Scaling Policies
================

Scaler provides an *experimental* auto-scaling feature that allows the system to dynamically adjust the number of workers based on workload. Scaling policies determine when to add or remove workers, while Worker Adapters handle the actual provisioning of resources.

Overview
--------

The scaling system consists of two main components:

1. **Scaling Controller**: A policy that monitors task queues and worker availability to make scaling decisions.
2. **Worker Adapter**: A component that handles the actual creation and destruction of worker groups (e.g., starting containers, launching processes).

The Scaling Controller runs within the Scheduler and communicates with Worker Adapters via Cap'n Proto messages. Worker Adapters connect to the Scheduler and receive scaling commands directly.

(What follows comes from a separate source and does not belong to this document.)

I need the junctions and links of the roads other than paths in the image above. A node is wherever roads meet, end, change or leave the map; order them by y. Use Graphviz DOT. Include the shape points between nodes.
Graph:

The scaling policy is configured via the ``policy_content`` setting in the scheduler configuration:

.. code:: bash

    scaler_scheduler tcp://127.0.0.1:8516 --policy-content "allocate=capability; scaling=vanilla"

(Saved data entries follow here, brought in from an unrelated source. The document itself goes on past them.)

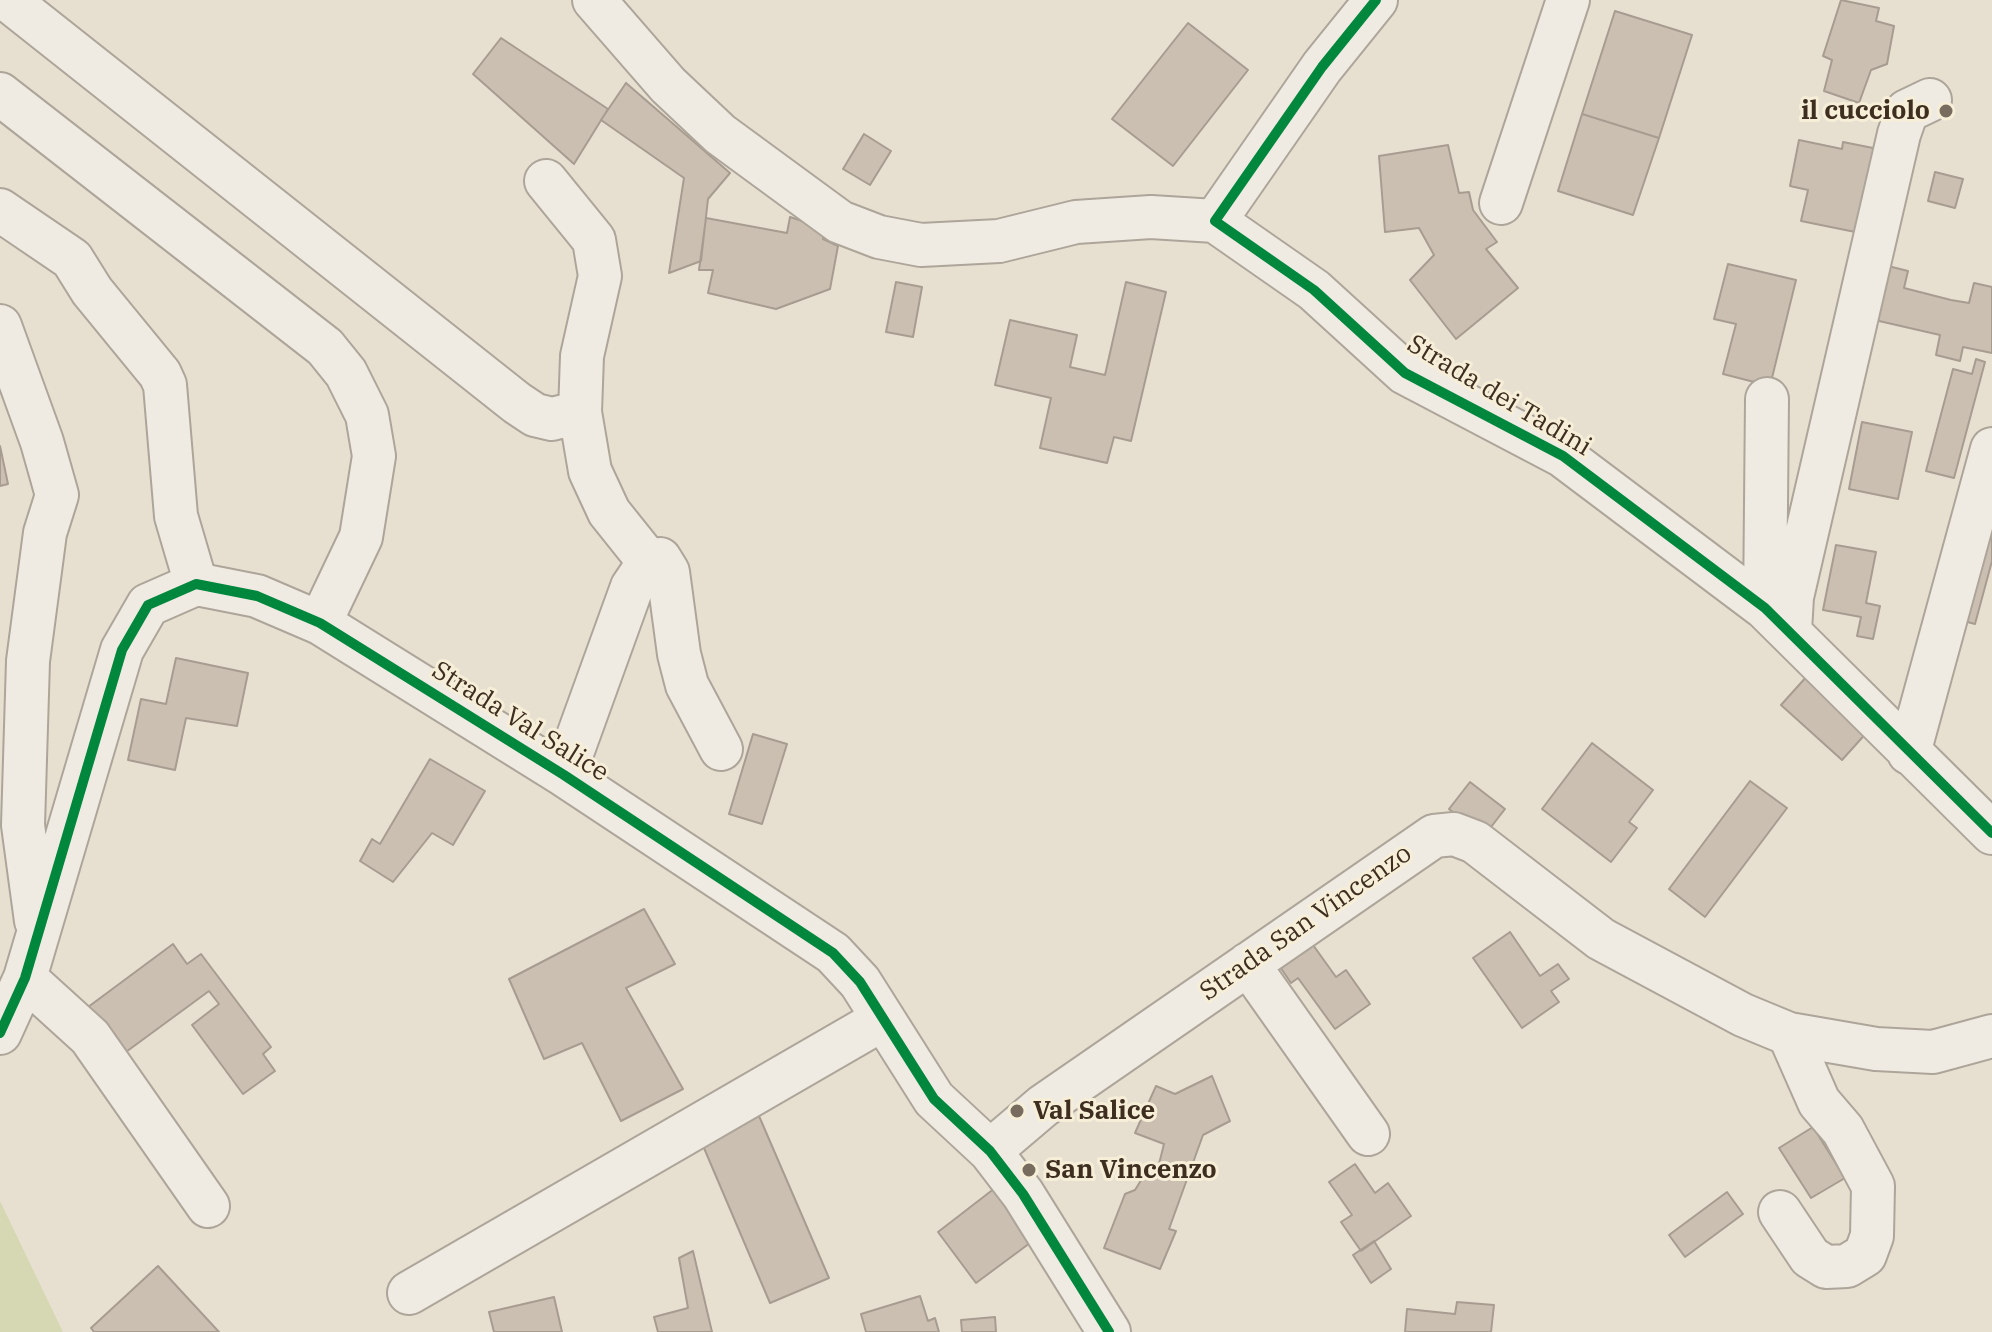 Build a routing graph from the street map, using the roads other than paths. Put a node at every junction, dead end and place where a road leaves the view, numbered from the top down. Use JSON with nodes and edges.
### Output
{"nodes":[{"id":1,"x":8,"y":0,"type":"edge"},
{"id":2,"x":594,"y":0,"type":"edge"},
{"id":3,"x":1376,"y":0,"type":"edge"},
{"id":4,"x":1568,"y":0,"type":"edge"},
{"id":5,"x":0,"y":94,"type":"edge"},
{"id":6,"x":1930,"y":100,"type":"dead end"},
{"id":7,"x":546,"y":181,"type":"dead end"},
{"id":8,"x":1501,"y":203,"type":"dead end"},
{"id":9,"x":0,"y":210,"type":"edge"},
{"id":10,"x":1215,"y":221,"type":"junction"},
{"id":11,"x":0,"y":326,"type":"edge"},
{"id":12,"x":1767,"y":399,"type":"dead end"},
{"id":13,"x":580,"y":412,"type":"junction"},
{"id":14,"x":1992,"y":449,"type":"edge"},
{"id":15,"x":649,"y":562,"type":"junction"},
{"id":16,"x":196,"y":584,"type":"junction"},
{"id":17,"x":1778,"y":620,"type":"junction"},
{"id":18,"x":320,"y":623,"type":"junction"},
{"id":19,"x":721,"y":749,"type":"dead end"},
{"id":20,"x":1909,"y":753,"type":"junction"},
{"id":21,"x":564,"y":775,"type":"junction"},
{"id":22,"x":1992,"y":833,"type":"edge"},
{"id":23,"x":38,"y":934,"type":"junction"},
{"id":24,"x":1248,"y":964,"type":"junction"},
{"id":25,"x":25,"y":978,"type":"junction"},
{"id":26,"x":883,"y":1019,"type":"junction"},
{"id":27,"x":0,"y":1033,"type":"edge"},
{"id":28,"x":1789,"y":1034,"type":"junction"},
{"id":29,"x":1992,"y":1036,"type":"edge"},
{"id":30,"x":1368,"y":1134,"type":"dead end"},
{"id":31,"x":990,"y":1151,"type":"junction"},
{"id":32,"x":208,"y":1206,"type":"dead end"},
{"id":33,"x":1780,"y":1212,"type":"dead end"},
{"id":34,"x":409,"y":1293,"type":"dead end"},
{"id":35,"x":1109,"y":1332,"type":"edge"}],
"edges":[{"from":1,"to":13,"type":"street"},
{"from":2,"to":10,"type":"street"},
{"from":3,"to":10,"type":"street"},
{"from":4,"to":8,"type":"street"},
{"from":5,"to":18,"type":"street"},
{"from":6,"to":17,"type":"street"},
{"from":7,"to":13,"type":"street"},
{"from":9,"to":16,"type":"street"},
{"from":10,"to":17,"type":"street","name":"Strada dei Tadini"},
{"from":11,"to":23,"type":"street"},
{"from":12,"to":17,"type":"street"},
{"from":13,"to":15,"type":"street"},
{"from":14,"to":20,"type":"street"},
{"from":15,"to":19,"type":"street"},
{"from":15,"to":21,"type":"street"},
{"from":16,"to":18,"type":"street","name":"Strada Val Salice"},
{"from":16,"to":23,"type":"street"},
{"from":17,"to":20,"type":"street","name":"Strada dei Tadini"},
{"from":18,"to":21,"type":"street","name":"Strada Val Salice"},
{"from":20,"to":22,"type":"street","name":"Strada dei Tadini"},
{"from":21,"to":26,"type":"street","name":"Strada Val Salice"},
{"from":23,"to":25,"type":"street"},
{"from":24,"to":28,"type":"street","name":"Strada San Vincenzo"},
{"from":24,"to":30,"type":"street"},
{"from":24,"to":31,"type":"street","name":"Strada San Vincenzo"},
{"from":25,"to":27,"type":"street"},
{"from":25,"to":32,"type":"street"},
{"from":26,"to":31,"type":"street","name":"Strada Val Salice"},
{"from":26,"to":34,"type":"street"},
{"from":28,"to":29,"type":"street","name":"Strada San Vincenzo"},
{"from":28,"to":33,"type":"street"},
{"from":31,"to":35,"type":"street","name":"Strada Val Salice"}]}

Or in a TOML configuration file:

.. code:: toml

    [scheduler]
    policy_content = "allocate=capability; scaling=capability"

Available Scaling Policies
--------------------------

Scaler provides several built-in scaling policies:

.. list-table:: Scaling Policies
   :widths: 20 80
   :header-rows: 1

   * - Policy
     - Description
   * - ``no``
     - No automatic scaling. Workers are managed manually or statically provisioned.
   * - ``vanilla``
     - Basic task-to-worker ratio scaling. Scales up when task ratio exceeds threshold, scales down when idle.
   * - ``capability``
     - Capability-aware scaling. Scales worker groups based on task-required capabilities (e.g., GPU, memory).
   * - ``fixed_elastic``
     - Hybrid scaling using primary and secondary worker adapters with configurable limits.


No Scaling (``no``)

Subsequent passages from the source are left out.